Material supplied:
++++

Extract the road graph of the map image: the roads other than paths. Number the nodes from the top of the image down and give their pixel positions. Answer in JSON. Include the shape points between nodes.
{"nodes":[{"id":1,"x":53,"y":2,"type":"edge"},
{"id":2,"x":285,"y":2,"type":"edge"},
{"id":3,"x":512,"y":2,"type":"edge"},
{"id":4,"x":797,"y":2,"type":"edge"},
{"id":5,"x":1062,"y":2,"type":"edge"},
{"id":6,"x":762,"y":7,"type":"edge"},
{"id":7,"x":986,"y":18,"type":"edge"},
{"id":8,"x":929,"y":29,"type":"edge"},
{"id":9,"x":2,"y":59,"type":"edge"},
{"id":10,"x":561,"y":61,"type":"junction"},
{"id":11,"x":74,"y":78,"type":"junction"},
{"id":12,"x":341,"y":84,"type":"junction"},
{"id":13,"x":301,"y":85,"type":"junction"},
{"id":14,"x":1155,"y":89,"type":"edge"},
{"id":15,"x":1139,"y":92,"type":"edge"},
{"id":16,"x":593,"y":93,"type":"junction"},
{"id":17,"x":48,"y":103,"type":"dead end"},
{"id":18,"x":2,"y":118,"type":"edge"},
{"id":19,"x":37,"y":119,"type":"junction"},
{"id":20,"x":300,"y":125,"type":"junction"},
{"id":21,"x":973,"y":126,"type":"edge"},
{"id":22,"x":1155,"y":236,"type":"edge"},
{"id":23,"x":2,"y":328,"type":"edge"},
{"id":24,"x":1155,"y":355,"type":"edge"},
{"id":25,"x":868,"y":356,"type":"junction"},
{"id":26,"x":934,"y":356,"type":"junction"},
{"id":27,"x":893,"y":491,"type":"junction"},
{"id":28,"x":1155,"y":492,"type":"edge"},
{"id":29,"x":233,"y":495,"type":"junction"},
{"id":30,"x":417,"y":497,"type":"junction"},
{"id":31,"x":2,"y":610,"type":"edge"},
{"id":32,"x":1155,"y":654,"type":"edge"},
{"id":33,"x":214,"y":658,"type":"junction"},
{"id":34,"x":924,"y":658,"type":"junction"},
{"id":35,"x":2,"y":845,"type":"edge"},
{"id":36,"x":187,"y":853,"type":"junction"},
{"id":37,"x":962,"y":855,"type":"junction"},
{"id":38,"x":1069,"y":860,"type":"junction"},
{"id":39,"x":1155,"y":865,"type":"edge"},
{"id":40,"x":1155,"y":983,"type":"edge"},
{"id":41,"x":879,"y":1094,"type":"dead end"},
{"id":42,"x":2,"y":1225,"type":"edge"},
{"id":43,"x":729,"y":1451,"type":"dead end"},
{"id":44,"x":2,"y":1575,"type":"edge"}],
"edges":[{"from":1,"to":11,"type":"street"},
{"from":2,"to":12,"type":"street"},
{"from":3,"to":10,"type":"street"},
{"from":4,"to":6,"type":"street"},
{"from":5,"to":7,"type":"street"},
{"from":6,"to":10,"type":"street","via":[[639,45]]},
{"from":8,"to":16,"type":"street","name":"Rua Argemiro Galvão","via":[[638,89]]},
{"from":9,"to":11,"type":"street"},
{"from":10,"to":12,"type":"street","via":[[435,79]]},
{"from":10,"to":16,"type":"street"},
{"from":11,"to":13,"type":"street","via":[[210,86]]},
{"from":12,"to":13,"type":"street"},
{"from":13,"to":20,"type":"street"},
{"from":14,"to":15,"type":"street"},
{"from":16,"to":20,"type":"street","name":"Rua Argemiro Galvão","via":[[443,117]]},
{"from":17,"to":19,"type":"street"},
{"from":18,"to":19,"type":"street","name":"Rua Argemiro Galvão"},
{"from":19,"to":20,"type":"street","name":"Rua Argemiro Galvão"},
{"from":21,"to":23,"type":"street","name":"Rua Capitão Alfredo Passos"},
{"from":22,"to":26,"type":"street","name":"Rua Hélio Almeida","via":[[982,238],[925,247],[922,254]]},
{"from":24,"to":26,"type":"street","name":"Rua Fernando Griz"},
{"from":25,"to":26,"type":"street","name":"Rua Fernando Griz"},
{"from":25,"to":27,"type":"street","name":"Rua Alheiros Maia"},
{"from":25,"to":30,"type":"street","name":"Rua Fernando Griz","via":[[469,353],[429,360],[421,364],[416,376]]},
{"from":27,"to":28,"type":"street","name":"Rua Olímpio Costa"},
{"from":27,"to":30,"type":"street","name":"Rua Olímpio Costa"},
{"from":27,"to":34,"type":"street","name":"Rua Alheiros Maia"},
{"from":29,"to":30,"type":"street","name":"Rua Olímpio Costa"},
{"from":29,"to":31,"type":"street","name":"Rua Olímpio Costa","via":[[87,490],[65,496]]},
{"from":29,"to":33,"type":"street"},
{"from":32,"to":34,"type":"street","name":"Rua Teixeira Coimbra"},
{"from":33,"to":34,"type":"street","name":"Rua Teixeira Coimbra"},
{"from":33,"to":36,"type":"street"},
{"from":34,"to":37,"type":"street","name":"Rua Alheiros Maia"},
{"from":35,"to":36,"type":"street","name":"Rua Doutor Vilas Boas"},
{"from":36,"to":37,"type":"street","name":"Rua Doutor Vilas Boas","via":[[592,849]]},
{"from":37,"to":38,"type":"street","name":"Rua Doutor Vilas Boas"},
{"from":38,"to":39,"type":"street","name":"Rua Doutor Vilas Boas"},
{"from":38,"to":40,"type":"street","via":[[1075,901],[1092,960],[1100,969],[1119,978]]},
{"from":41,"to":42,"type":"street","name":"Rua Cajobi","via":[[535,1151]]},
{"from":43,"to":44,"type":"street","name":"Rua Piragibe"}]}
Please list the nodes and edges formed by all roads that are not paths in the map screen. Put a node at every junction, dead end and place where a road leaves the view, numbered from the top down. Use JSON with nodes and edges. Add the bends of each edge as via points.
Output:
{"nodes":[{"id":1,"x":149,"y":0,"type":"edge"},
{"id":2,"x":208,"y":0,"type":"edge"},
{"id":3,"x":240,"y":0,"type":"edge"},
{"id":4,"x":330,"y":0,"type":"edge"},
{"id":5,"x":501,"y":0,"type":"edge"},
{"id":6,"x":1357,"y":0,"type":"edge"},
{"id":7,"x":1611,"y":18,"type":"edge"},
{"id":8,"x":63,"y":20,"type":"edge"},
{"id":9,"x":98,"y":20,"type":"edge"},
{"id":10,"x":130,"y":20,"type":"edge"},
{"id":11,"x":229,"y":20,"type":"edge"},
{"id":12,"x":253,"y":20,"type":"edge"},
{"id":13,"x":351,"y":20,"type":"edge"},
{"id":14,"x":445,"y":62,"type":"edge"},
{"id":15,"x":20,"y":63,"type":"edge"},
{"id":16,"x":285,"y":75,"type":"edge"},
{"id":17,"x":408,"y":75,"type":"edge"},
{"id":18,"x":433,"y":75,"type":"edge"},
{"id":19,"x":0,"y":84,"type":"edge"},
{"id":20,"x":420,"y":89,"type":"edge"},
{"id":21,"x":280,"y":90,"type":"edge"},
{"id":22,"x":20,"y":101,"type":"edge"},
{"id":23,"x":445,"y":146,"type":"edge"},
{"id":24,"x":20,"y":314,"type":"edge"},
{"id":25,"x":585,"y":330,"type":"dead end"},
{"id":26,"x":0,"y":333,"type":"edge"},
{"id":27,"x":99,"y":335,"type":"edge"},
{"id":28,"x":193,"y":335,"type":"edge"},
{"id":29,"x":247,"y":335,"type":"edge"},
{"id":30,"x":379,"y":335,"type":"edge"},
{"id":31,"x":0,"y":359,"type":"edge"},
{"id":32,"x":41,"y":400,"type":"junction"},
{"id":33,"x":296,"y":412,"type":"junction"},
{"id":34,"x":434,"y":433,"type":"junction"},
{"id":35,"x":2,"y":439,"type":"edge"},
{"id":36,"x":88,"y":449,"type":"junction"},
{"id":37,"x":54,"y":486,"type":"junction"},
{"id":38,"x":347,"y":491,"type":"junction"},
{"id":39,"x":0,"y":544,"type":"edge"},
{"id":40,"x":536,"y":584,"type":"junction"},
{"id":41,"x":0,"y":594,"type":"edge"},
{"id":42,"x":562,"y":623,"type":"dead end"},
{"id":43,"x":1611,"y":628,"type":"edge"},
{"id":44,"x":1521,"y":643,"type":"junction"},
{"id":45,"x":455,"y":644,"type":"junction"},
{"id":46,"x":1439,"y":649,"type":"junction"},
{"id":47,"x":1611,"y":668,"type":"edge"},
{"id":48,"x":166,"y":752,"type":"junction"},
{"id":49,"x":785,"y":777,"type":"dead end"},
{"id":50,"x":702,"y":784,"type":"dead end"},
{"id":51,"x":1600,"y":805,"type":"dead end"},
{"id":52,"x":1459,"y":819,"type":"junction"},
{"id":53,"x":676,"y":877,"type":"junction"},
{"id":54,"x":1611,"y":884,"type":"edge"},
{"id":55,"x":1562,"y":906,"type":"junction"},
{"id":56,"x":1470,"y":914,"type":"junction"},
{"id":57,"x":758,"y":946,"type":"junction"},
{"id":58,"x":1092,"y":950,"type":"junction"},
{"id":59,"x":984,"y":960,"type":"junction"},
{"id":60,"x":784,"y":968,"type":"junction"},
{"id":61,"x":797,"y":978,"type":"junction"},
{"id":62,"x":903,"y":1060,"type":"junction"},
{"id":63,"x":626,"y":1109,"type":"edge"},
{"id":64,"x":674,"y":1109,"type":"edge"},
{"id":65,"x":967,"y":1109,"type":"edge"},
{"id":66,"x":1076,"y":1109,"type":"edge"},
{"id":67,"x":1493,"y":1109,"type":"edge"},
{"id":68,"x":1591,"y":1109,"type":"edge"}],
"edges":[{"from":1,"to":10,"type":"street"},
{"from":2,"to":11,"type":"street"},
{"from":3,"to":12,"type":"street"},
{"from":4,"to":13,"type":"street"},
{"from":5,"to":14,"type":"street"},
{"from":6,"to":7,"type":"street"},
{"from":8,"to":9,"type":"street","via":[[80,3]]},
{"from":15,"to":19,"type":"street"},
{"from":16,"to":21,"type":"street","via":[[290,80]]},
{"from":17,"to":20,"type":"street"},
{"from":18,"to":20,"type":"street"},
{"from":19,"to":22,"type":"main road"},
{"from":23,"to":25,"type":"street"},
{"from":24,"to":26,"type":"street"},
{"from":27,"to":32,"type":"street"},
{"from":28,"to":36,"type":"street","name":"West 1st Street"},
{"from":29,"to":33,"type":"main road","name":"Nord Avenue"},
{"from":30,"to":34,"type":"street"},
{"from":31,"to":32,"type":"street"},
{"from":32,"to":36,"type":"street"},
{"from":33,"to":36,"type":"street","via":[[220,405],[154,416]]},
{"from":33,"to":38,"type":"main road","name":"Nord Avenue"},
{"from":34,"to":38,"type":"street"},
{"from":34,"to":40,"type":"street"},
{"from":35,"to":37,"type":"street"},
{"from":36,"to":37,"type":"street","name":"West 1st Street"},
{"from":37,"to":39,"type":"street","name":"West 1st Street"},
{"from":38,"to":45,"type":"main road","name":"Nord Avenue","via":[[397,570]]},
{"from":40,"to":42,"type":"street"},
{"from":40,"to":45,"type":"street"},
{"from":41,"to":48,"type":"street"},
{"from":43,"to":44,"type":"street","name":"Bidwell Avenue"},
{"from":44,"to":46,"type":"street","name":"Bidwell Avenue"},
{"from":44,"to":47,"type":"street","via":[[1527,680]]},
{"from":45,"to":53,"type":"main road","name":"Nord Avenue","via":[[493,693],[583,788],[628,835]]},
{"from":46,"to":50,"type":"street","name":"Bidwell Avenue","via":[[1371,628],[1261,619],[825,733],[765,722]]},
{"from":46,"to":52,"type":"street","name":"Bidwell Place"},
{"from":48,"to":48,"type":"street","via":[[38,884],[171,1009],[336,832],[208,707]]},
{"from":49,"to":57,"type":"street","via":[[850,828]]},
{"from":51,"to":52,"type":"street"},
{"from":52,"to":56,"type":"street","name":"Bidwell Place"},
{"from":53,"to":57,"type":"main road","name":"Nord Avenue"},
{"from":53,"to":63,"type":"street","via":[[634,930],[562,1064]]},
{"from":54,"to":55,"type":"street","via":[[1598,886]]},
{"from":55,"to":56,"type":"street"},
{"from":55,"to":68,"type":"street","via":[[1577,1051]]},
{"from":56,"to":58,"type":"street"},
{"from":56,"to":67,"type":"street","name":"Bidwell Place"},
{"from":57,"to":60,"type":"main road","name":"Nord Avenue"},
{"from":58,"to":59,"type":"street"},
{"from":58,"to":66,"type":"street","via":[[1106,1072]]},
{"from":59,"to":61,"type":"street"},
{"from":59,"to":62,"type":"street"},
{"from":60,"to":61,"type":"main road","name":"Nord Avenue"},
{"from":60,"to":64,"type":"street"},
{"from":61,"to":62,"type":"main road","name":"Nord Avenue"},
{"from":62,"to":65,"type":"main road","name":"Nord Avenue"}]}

++++

What is required: Return each line of the data that contains the string "JSON".

Response:
Extract the road graph of the map image: the roads other than paths. Number the nodes from the top of the image down and give their pixel positions. Answer in JSON. Include the shape points between nodes.
Please list the nodes and edges formed by all roads that are not paths in the map screen. Put a node at every junction, dead end and place where a road leaves the view, numbered from the top down. Use JSON with nodes and edges. Add the bends of each edge as via points.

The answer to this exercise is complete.